The system of residual classes (SOC) ( born residue number system ) is a number system based on modular arithmetic .

The representation of a number in the system of residual classes is based on the concept of deduction and the Chinese remainder theorem . RMS is determined by a set of pairs of mutually simple modules.(mone,m2,...,mn) {\ displaystyle (m_ {1}, \, m_ {2}, \, \ dots, \, m_ {n})} {\ displaystyle (m_ {1}, \, m_ {2}, \, \ dots, \, m_ {n})} that is, such thatgcd(mi,mj)=one {\ displaystyle \ gcd (m_ {i}, \, m_ {j}) = 1} {\ displaystyle \ gcd (m_ {i}, \, m_ {j}) = 1}(i,j=0,one,...,n;i≠j) {\ displaystyle (i, \, j = 0, \, 1, \, \ dots, \, n; \ i \ neq j)} {\ displaystyle (i, \, j = 0, \, 1, \, \ dots, \, n; \ i \ neq j)} called basis and productM=mone⋅m2⋅...⋅mn, {\ displaystyle M = m_ {1} \ cdot m_ {2} \ cdot \ ldots \ cdot m_ {n},} {\ displaystyle M = m_ {1} \ cdot m_ {2} \ cdot \ ldots \ cdot m_ {n},} so that every integerx {\ displaystyle x} x from the segment[0,M-one] {\ displaystyle [0, \ M-1]} {\ displaystyle [0, \ M-1]} set of deductions matched(xone,x2,...,xn) {\ displaystyle (x_ {1}, \, x_ {2}, \, \ dots, \, x_ {n})} {\ displaystyle (x_ {1}, \, x_ {2}, \, \ dots, \, x_ {n})} where

xone≡x(modmone);{\ displaystyle x_ {1} \ equiv x {\ pmod {m_ {1}}};} {\ displaystyle x_ {1} \ equiv x {\ pmod {m_ {1}}};}
x2≡x(modm2);{\ displaystyle x_ {2} \ equiv x {\ pmod {m_ {2}}};} {\ displaystyle x_ {2} \ equiv x {\ pmod {m_ {2}}};}
.....................{\ displaystyle \ dots \ dots \ dots \ dots \ dots \ dots \ dots} {\ displaystyle \ dots \ dots \ dots \ dots \ dots \ dots \ dots}
xn≡x(modmn).{\ displaystyle x_ {n} \ equiv x {\ pmod {m_ {n}}}.} {\ displaystyle x_ {n} \ equiv x {\ pmod {m_ {n}}}.}

Moreover, the Chinese theorem on residuals guarantees the uniqueness (uniqueness) of the representation of non-negative integers from the segment[0,M-one] {\ displaystyle [0, \ M-1]} {\ displaystyle [0, \ M-1]} .

Content

Benefits of the residual class system

In the SOC the arithmetic operations (addition, subtraction, multiplication, division) are performed componentwise, if the result is known that it is integer and also lies in[0,M-one] {\ displaystyle [0, M-1]}   .

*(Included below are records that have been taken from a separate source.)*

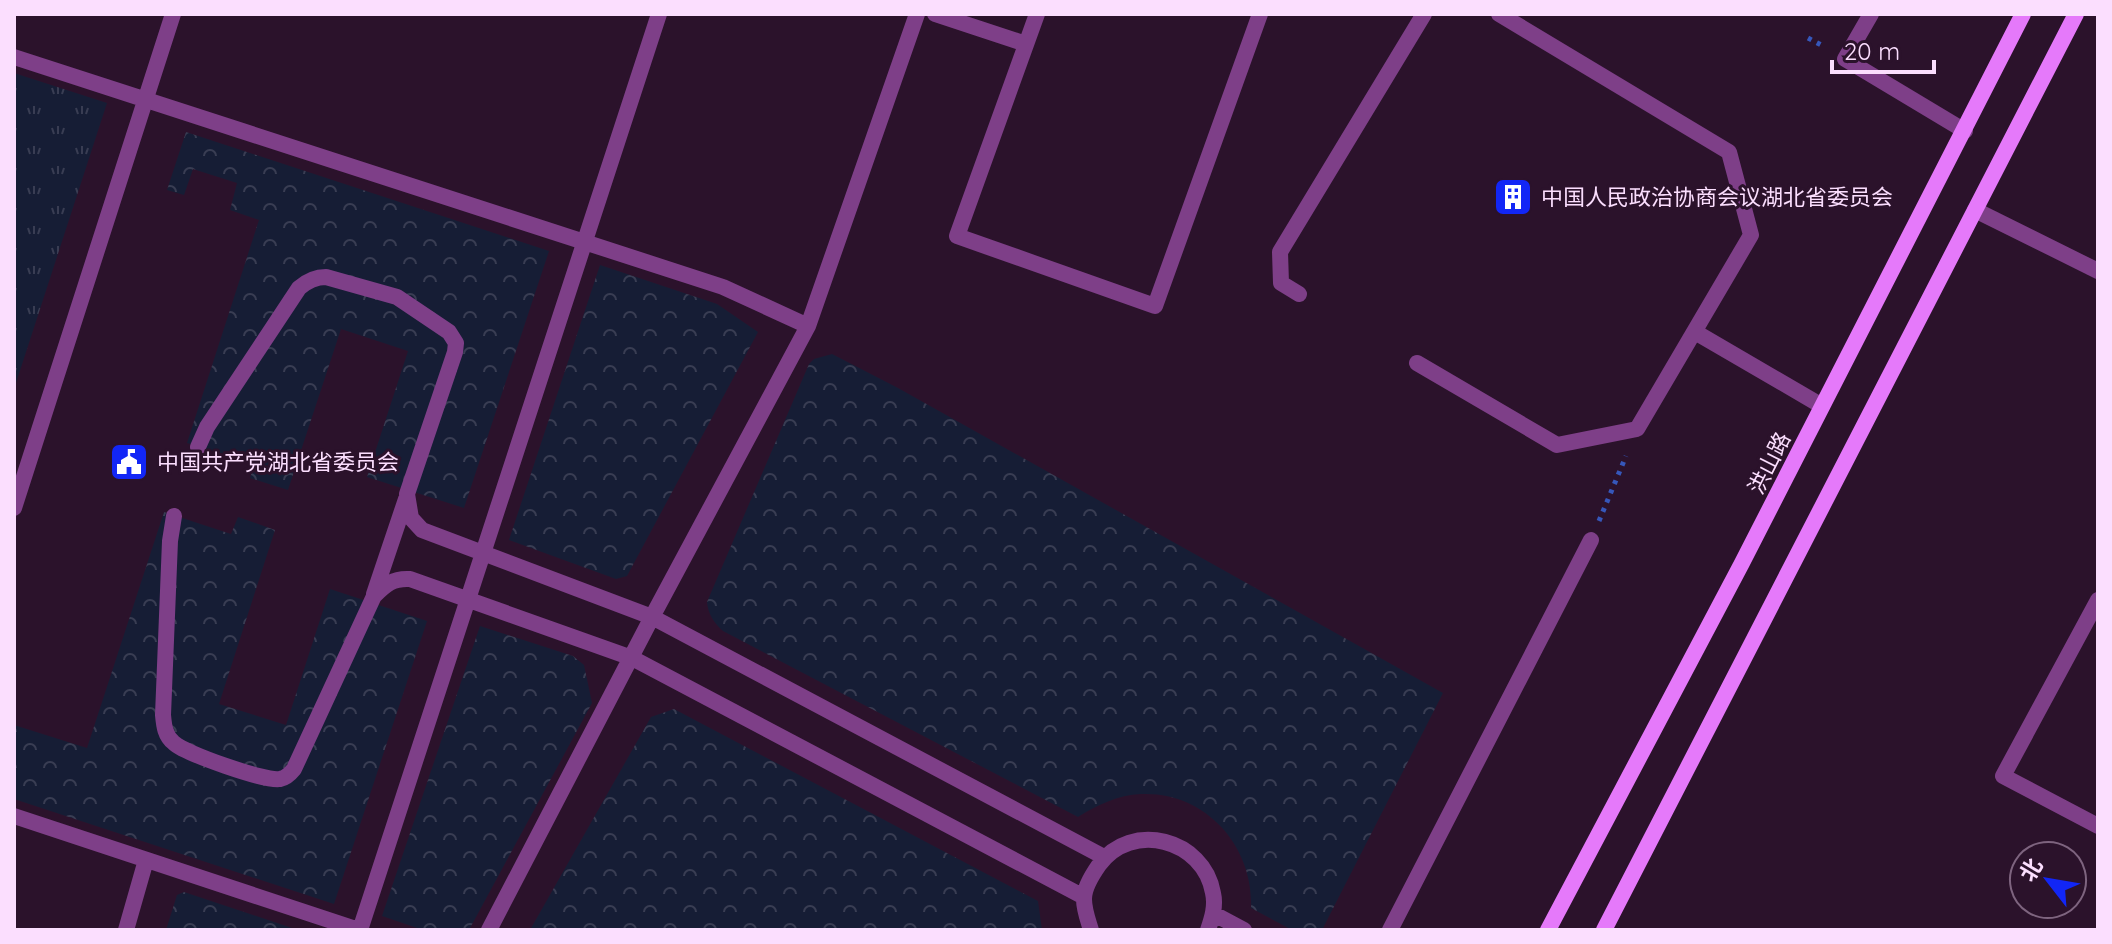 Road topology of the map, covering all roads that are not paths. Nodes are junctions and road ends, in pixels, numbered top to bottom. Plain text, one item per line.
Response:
1 (173, 14) edge
2 (659, 14) edge
3 (917, 14) edge
4 (935, 14) edge
5 (1037, 14) edge
6 (1260, 14) edge
7 (1424, 14) edge
8 (1499, 14) edge
9 (1871, 14) edge
10 (2023, 14) edge
11 (2076, 14) edge
12 (1026, 44) junction
13 (14, 57) edge
14 (145, 99) junction
15 (1965, 131) junction
16 (1975, 210) junction
17 (584, 242) junction
18 (2098, 271) edge
19 (1299, 294) dead end
20 (808, 326) junction
21 (1695, 332) junction
22 (1417, 363) dead end
23 (1822, 406) junction
24 (198, 447) dead end
25 (407, 494) junction
26 (14, 508) edge
27 (174, 516) dead end
28 (1591, 540) road end
29 (483, 552) junction
30 (374, 596) junction
31 (468, 599) junction
32 (2098, 600) edge
33 (652, 617) junction
34 (2091, 629) edge
35 (632, 658) junction
36 (14, 816) edge
37 (2098, 826) edge
38 (1104, 857) junction
39 (146, 860) junction
40 (1084, 897) junction
41 (1211, 922) edge
42 (126, 930) edge
43 (359, 930) edge
44 (489, 930) edge
45 (1091, 930) edge
46 (1244, 930) edge
47 (1390, 930) edge
48 (1548, 930) edge
49 (1604, 930) edge

1 - 14 lane
2 - 17 lane
3 - 20 lane
4 - 12 lane
5 - 12 lane
6 - 12 lane
7 - 19 lane
8 - 21 lane
9 - 15 lane
10 - 15 main road, 洪山路
11 - 16 main road
13 - 14 lane
14 - 17 lane
14 - 26 lane
15 - 23 main road, 洪山路
16 - 18 lane
16 - 49 main road
17 - 20 lane
17 - 29 lane
20 - 33 lane
21 - 22 lane
21 - 23 lane
23 - 48 main road, 洪山路
24 - 25 lane
25 - 29 lane
25 - 30 lane
27 - 30 lane
28 - 47 lane
29 - 31 lane
29 - 33 lane
30 - 31 lane
31 - 35 lane
31 - 43 lane
32 - 34 lane
33 - 35 lane
33 - 38 lane
34 - 37 lane
35 - 40 lane
35 - 44 lane
36 - 39 lane
38 - 40 lane
38 - 41 lane
39 - 42 lane
39 - 43 lane
40 - 45 lane
41 - 46 lane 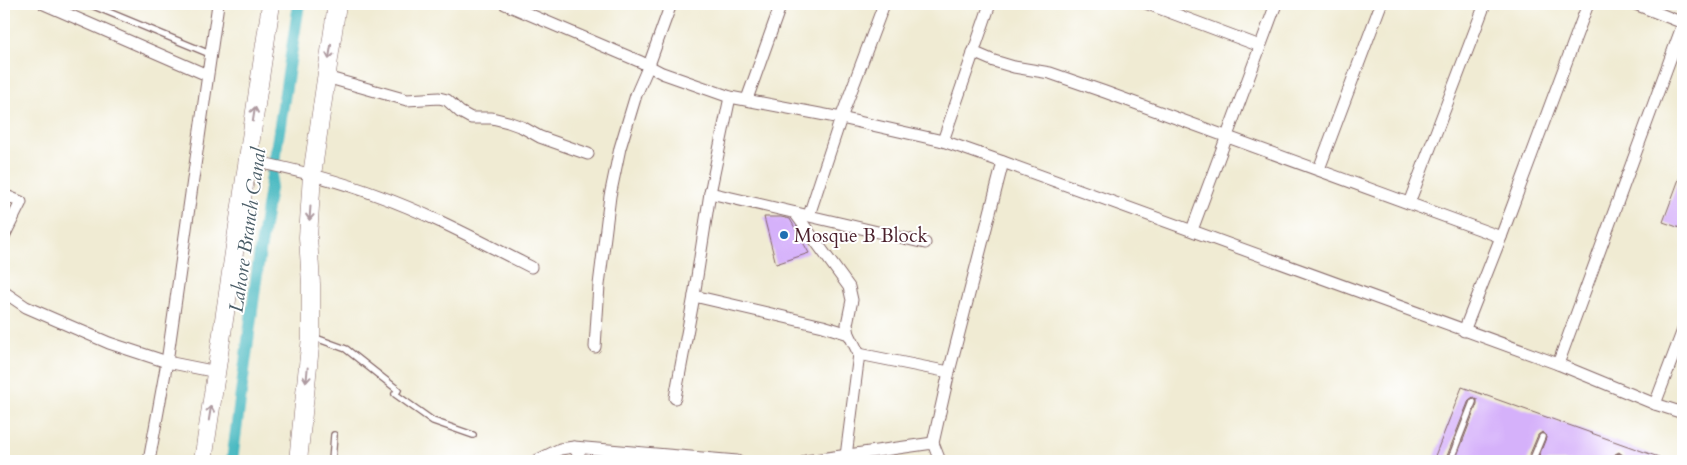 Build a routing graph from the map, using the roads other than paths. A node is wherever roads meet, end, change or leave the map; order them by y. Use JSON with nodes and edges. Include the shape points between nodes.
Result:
{"nodes":[{"id":1,"x":44,"y":4,"type":"edge"},
{"id":2,"x":89,"y":4,"type":"edge"},
{"id":3,"x":218,"y":4,"type":"edge"},
{"id":4,"x":271,"y":4,"type":"edge"},
{"id":5,"x":337,"y":4,"type":"edge"},
{"id":6,"x":505,"y":4,"type":"edge"},
{"id":7,"x":671,"y":4,"type":"edge"},
{"id":8,"x":781,"y":4,"type":"edge"},
{"id":9,"x":884,"y":4,"type":"edge"},
{"id":10,"x":990,"y":4,"type":"edge"},
{"id":11,"x":1148,"y":4,"type":"edge"},
{"id":12,"x":1276,"y":4,"type":"edge"},
{"id":13,"x":1381,"y":4,"type":"edge"},
{"id":14,"x":1485,"y":4,"type":"edge"},
{"id":15,"x":1588,"y":4,"type":"edge"},
{"id":16,"x":1635,"y":4,"type":"edge"},
{"id":17,"x":1683,"y":23,"type":"edge"},
{"id":18,"x":1260,"y":46,"type":"junction"},
{"id":19,"x":972,"y":52,"type":"junction"},
{"id":20,"x":210,"y":54,"type":"junction"},
{"id":21,"x":649,"y":65,"type":"junction"},
{"id":22,"x":207,"y":75,"type":"junction"},
{"id":23,"x":326,"y":77,"type":"junction"},
{"id":24,"x":730,"y":96,"type":"junction"},
{"id":25,"x":747,"y":99,"type":"junction"},
{"id":26,"x":841,"y":118,"type":"junction"},
{"id":27,"x":1228,"y":136,"type":"junction"},
{"id":28,"x":943,"y":141,"type":"junction"},
{"id":29,"x":588,"y":154,"type":"dead end"},
{"id":30,"x":255,"y":162,"type":"junction"},
{"id":31,"x":1004,"y":162,"type":"junction"},
{"id":32,"x":1318,"y":169,"type":"junction"},
{"id":33,"x":312,"y":175,"type":"junction"},
{"id":34,"x":710,"y":193,"type":"junction"},
{"id":35,"x":4,"y":194,"type":"edge"},
{"id":36,"x":1410,"y":202,"type":"junction"},
{"id":37,"x":795,"y":213,"type":"junction"},
{"id":38,"x":809,"y":215,"type":"junction"},
{"id":39,"x":1192,"y":230,"type":"junction"},
{"id":40,"x":4,"y":236,"type":"edge"},
{"id":41,"x":1501,"y":237,"type":"junction"},
{"id":42,"x":925,"y":243,"type":"dead end"},
{"id":43,"x":531,"y":267,"type":"dead end"},
{"id":44,"x":4,"y":292,"type":"edge"},
{"id":45,"x":694,"y":296,"type":"junction"},
{"id":46,"x":1683,"y":330,"type":"edge"},
{"id":47,"x":1464,"y":331,"type":"junction"},
{"id":48,"x":849,"y":334,"type":"junction"},
{"id":49,"x":311,"y":337,"type":"junction"},
{"id":50,"x":595,"y":347,"type":"dead end"},
{"id":51,"x":859,"y":354,"type":"junction"},
{"id":52,"x":167,"y":362,"type":"junction"},
{"id":53,"x":1558,"y":364,"type":"junction"},
{"id":54,"x":216,"y":372,"type":"junction"},
{"id":55,"x":949,"y":372,"type":"junction"},
{"id":56,"x":675,"y":398,"type":"dead end"},
{"id":57,"x":1473,"y":402,"type":"dead end"},
{"id":58,"x":1655,"y":404,"type":"junction"},
{"id":59,"x":1683,"y":413,"type":"edge"},
{"id":60,"x":334,"y":435,"type":"dead end"},
{"id":61,"x":473,"y":435,"type":"dead end"},
{"id":62,"x":1542,"y":437,"type":"dead end"},
{"id":63,"x":933,"y":443,"type":"junction"},
{"id":64,"x":574,"y":447,"type":"junction"},
{"id":65,"x":846,"y":456,"type":"junction"},
{"id":66,"x":864,"y":457,"type":"edge"},
{"id":67,"x":149,"y":461,"type":"edge"},
{"id":68,"x":203,"y":461,"type":"edge"},
{"id":69,"x":298,"y":461,"type":"edge"},
{"id":70,"x":332,"y":461,"type":"edge"},
{"id":71,"x":536,"y":461,"type":"edge"},
{"id":72,"x":582,"y":461,"type":"edge"},
{"id":73,"x":737,"y":461,"type":"edge"},
{"id":74,"x":806,"y":461,"type":"edge"},
{"id":75,"x":940,"y":461,"type":"edge"},
{"id":76,"x":1450,"y":461,"type":"edge"},
{"id":77,"x":1532,"y":461,"type":"edge"}],
"edges":[{"from":1,"to":22,"type":"street"},
{"from":2,"to":20,"type":"lane"},
{"from":3,"to":20,"type":"street"},
{"from":30,"to":4,"type":"highway","one_way":true},
{"from":5,"to":23,"type":"highway","one_way":true},
{"from":6,"to":21,"type":"street"},
{"from":7,"to":21,"type":"street"},
{"from":8,"to":25,"type":"street"},
{"from":9,"to":26,"type":"street"},
{"from":10,"to":19,"type":"street"},
{"from":11,"to":18,"type":"street"},
{"from":12,"to":18,"type":"street"},
{"from":13,"to":32,"type":"street"},
{"from":14,"to":36,"type":"street"},
{"from":15,"to":41,"type":"street"},
{"from":16,"to":17,"type":"street"},
{"from":17,"to":53,"type":"street"},
{"from":18,"to":27,"type":"street"},
{"from":19,"to":27,"type":"street","via":[[1014,67],[1050,73]]},
{"from":19,"to":28,"type":"street"},
{"from":20,"to":22,"type":"street"},
{"from":21,"to":24,"type":"street","via":[[662,73]]},
{"from":21,"to":50,"type":"street","via":[[620,148],[610,196]]},
{"from":22,"to":52,"type":"street"},
{"from":23,"to":29,"type":"street","via":[[407,100],[447,100],[471,118],[508,122]]},
{"from":23,"to":33,"type":"highway"},
{"from":24,"to":25,"type":"street"},
{"from":24,"to":34,"type":"street"},
{"from":25,"to":26,"type":"street"},
{"from":26,"to":28,"type":"street"},
{"from":26,"to":38,"type":"street"},
{"from":27,"to":32,"type":"street"},
{"from":27,"to":39,"type":"street"},
{"from":28,"to":31,"type":"street"},
{"from":30,"to":33,"type":"street"},
{"from":30,"to":54,"type":"highway"},
{"from":31,"to":39,"type":"street"},
{"from":31,"to":55,"type":"street"},
{"from":32,"to":36,"type":"street"},
{"from":33,"to":43,"type":"street","via":[[379,196]]},
{"from":33,"to":49,"type":"highway","one_way":true,"via":[[308,238]]},
{"from":34,"to":37,"type":"street"},
{"from":34,"to":45,"type":"street"},
{"from":35,"to":40,"type":"street","via":[[21,202]]},
{"from":36,"to":41,"type":"street"},
{"from":37,"to":38,"type":"street"},
{"from":37,"to":48,"type":"street","via":[[851,290]]},
{"from":38,"to":42,"type":"street"},
{"from":39,"to":47,"type":"street"},
{"from":41,"to":47,"type":"street"},
{"from":44,"to":52,"type":"street","via":[[26,307],[109,343]]},
{"from":45,"to":48,"type":"street"},
{"from":45,"to":56,"type":"street"},
{"from":46,"to":58,"type":"street"},
{"from":47,"to":53,"type":"street"},
{"from":48,"to":51,"type":"street"},
{"from":49,"to":61,"type":"lane","via":[[346,349],[398,390],[395,394],[433,421]]},
{"from":49,"to":69,"type":"highway","one_way":true},
{"from":51,"to":55,"type":"street"},
{"from":51,"to":65,"type":"street"},
{"from":52,"to":54,"type":"street"},
{"from":52,"to":67,"type":"street"},
{"from":53,"to":58,"type":"street"},
{"from":68,"to":54,"type":"highway","one_way":true},
{"from":55,"to":63,"type":"street"},
{"from":57,"to":76,"type":"lane"},
{"from":58,"to":59,"type":"street"},
{"from":60,"to":70,"type":"lane"},
{"from":62,"to":77,"type":"lane"},
{"from":63,"to":66,"type":"street"},
{"from":63,"to":75,"type":"street"},
{"from":64,"to":71,"type":"street","via":[[560,449]]},
{"from":64,"to":72,"type":"street"},
{"from":64,"to":73,"type":"street"},
{"from":65,"to":66,"type":"street"},
{"from":65,"to":74,"type":"street"}]}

Formula for addition:(xone,x2,...,xn)+(yone,y2,...,yn)=(zone,z2,...,zn) {\ displaystyle (x_ {1}, x_ {2}, \ dots, x_ {n}) + (y_ {1}, y_ {2}, \ dots, y_ {n}) = (z_ {1}, z_ {2}, \ dots, z_ {n})}   where

zone≡(xone+yone)(modmone);{\ displaystyle z_ {1} \ equiv (x_ {1} + y_ {1}) {\ pmod {m_ {1}}};}  
z2≡(x2+y2)(modm2);{\ displaystyle z_ {2} \ equiv (x_ {2} + y_ {2}) {\ pmod {m_ {2}}}}  
...........................{\ displaystyle \ dots \ dots \ dots \ dots \ dots \ dots \ dots \ dots \ dots}  
zn≡(xn+yn)(modmn).{\ displaystyle z_ {n} \ equiv (x_ {n} + y_ {n}) {\ pmod {m_ {n}}}.}  

Similarly, subtraction, multiplication and division are performed. Note : the division imposes additional restrictions. The division must be integer, that is, the divisor must completely divide the dividend. The divider must be mutually simple with all modules of the basis.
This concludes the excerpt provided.